DESCRIPTION OF THE TASK:
Among the entries below, how many lines contain "main"? Answer with the number only.

DATA RECORDS:
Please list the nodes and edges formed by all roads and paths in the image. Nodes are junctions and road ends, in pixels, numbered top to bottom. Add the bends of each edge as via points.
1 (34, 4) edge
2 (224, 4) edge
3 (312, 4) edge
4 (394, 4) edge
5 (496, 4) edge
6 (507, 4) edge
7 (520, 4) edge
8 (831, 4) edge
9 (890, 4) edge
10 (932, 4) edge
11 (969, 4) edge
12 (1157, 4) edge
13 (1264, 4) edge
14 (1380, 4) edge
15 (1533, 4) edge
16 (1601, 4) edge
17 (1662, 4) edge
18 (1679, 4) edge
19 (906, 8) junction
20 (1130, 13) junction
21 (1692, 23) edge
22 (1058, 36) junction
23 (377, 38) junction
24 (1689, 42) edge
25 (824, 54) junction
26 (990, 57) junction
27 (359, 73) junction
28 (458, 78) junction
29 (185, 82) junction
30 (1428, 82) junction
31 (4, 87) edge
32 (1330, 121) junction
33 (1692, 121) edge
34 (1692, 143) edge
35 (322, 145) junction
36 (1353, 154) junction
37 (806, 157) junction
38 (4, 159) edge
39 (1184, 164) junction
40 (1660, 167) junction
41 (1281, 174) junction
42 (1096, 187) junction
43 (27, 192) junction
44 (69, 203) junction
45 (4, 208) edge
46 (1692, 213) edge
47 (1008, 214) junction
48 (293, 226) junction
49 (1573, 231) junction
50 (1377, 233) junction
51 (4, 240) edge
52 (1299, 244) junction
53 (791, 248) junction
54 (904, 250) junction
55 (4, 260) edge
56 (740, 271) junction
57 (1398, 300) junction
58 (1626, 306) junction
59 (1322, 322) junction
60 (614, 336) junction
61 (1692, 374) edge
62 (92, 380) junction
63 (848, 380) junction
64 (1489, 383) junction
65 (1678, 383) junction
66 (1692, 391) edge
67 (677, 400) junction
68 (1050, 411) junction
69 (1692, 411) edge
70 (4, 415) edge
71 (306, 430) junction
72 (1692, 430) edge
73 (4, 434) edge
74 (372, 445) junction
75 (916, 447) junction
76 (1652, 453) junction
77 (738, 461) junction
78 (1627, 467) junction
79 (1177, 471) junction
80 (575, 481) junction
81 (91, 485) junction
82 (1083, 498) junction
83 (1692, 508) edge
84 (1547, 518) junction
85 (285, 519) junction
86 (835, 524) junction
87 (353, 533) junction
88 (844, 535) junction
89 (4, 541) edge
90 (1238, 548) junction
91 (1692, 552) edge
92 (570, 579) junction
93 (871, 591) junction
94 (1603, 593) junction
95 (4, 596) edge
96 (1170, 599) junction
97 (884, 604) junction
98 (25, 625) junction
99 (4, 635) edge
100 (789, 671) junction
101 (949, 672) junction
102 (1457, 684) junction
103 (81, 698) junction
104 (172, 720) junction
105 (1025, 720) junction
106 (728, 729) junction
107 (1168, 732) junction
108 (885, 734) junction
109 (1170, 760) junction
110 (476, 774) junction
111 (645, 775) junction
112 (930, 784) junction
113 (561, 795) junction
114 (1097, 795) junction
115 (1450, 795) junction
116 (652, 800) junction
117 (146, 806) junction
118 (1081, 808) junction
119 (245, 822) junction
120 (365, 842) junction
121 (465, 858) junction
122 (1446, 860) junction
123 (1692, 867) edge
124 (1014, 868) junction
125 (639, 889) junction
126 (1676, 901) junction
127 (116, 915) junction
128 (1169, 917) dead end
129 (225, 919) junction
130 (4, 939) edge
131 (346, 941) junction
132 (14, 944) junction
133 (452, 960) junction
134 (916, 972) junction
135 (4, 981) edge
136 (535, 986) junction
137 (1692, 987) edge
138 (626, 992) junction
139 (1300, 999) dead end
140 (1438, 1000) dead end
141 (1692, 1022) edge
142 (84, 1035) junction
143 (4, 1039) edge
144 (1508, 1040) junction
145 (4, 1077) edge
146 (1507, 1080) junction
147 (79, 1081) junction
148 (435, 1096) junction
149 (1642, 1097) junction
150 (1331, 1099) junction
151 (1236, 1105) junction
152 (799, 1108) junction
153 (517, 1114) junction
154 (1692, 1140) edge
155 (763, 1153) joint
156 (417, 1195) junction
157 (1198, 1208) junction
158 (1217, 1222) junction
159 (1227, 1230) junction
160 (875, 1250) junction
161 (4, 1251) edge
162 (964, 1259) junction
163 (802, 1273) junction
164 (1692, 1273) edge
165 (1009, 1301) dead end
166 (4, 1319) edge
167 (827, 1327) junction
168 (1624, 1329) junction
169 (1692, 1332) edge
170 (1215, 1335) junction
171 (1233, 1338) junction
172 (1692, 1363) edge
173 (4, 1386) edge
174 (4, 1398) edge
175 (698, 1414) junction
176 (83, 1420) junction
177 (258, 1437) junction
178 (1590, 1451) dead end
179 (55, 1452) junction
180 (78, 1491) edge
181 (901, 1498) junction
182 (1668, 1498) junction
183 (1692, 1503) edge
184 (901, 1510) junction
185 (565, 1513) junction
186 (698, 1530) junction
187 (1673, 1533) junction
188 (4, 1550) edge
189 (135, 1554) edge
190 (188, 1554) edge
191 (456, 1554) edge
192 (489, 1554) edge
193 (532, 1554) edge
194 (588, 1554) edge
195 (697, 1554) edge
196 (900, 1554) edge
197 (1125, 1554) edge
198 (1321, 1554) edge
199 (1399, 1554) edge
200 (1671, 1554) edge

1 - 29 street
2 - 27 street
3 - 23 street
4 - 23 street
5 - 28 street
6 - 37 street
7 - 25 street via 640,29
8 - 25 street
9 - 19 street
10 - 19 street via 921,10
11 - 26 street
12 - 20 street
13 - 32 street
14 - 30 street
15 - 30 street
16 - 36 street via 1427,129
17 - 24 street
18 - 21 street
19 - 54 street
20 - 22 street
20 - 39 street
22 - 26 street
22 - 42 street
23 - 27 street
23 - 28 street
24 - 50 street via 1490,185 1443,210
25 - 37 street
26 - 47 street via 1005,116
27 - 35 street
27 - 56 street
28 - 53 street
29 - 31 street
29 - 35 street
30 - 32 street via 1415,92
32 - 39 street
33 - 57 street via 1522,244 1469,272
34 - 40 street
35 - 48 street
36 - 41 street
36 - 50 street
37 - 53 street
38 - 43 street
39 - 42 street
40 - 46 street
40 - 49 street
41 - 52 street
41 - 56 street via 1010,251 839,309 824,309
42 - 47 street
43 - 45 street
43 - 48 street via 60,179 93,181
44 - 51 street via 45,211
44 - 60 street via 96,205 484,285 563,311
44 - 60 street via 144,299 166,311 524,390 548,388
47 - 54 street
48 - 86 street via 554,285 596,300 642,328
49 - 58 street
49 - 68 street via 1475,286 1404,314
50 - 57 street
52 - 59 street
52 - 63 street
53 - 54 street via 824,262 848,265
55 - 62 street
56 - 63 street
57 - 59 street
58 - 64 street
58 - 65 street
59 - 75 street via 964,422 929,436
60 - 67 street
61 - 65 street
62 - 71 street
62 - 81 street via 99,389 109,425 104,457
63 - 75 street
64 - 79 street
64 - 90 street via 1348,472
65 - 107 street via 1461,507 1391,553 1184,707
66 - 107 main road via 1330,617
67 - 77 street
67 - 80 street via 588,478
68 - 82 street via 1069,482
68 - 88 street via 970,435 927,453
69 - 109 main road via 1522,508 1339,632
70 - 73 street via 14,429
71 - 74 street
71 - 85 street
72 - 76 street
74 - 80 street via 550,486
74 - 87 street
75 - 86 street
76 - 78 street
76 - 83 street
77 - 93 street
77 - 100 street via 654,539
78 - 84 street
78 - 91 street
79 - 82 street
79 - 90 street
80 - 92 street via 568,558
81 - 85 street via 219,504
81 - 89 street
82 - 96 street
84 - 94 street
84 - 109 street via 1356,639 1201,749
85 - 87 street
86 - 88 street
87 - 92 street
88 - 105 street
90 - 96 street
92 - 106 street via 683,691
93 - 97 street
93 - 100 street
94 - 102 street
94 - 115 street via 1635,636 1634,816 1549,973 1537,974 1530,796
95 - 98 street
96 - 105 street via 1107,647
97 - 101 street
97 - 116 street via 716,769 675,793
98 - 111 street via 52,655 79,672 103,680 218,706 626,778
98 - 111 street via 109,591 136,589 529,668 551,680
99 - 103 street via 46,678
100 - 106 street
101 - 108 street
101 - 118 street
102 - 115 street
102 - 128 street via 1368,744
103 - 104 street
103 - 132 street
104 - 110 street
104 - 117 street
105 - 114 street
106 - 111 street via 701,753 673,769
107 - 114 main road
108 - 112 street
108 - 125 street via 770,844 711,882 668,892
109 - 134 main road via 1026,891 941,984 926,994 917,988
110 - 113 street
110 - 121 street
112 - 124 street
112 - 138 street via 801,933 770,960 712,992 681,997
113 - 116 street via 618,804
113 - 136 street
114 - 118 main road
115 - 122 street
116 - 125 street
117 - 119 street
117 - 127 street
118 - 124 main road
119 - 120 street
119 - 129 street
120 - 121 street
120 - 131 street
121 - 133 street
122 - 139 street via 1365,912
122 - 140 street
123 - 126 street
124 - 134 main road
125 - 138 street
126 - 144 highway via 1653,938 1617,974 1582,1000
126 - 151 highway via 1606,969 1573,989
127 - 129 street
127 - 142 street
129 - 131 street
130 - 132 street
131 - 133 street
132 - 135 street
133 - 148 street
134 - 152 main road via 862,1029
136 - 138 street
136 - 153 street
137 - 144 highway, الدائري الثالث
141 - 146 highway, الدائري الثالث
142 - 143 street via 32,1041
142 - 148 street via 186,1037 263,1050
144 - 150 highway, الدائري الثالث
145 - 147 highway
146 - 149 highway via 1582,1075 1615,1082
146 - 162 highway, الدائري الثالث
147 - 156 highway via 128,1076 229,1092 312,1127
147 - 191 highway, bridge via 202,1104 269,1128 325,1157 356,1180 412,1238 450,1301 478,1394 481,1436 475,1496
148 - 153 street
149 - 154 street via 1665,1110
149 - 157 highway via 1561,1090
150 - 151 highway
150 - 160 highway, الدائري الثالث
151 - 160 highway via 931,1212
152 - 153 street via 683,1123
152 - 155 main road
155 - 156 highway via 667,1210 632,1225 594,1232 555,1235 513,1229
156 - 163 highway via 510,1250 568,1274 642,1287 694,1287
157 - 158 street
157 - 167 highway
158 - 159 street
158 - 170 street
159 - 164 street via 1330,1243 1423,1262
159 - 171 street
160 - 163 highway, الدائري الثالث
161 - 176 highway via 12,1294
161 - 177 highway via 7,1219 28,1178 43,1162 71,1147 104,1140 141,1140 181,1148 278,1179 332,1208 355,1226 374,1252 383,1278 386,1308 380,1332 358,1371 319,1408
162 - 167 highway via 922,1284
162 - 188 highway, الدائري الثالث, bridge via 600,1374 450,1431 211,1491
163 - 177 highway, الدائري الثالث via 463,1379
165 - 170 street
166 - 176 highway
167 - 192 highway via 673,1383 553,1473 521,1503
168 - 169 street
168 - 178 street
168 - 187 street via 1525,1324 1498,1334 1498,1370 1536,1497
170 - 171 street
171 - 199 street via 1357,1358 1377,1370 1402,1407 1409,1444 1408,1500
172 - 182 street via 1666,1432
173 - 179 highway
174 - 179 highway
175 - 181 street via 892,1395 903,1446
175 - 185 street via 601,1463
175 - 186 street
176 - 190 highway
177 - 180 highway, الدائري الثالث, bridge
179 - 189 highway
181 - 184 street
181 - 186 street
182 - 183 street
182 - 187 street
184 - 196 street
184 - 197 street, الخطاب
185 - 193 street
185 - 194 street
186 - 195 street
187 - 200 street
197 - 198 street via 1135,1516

THE COMPLETED TASK:
9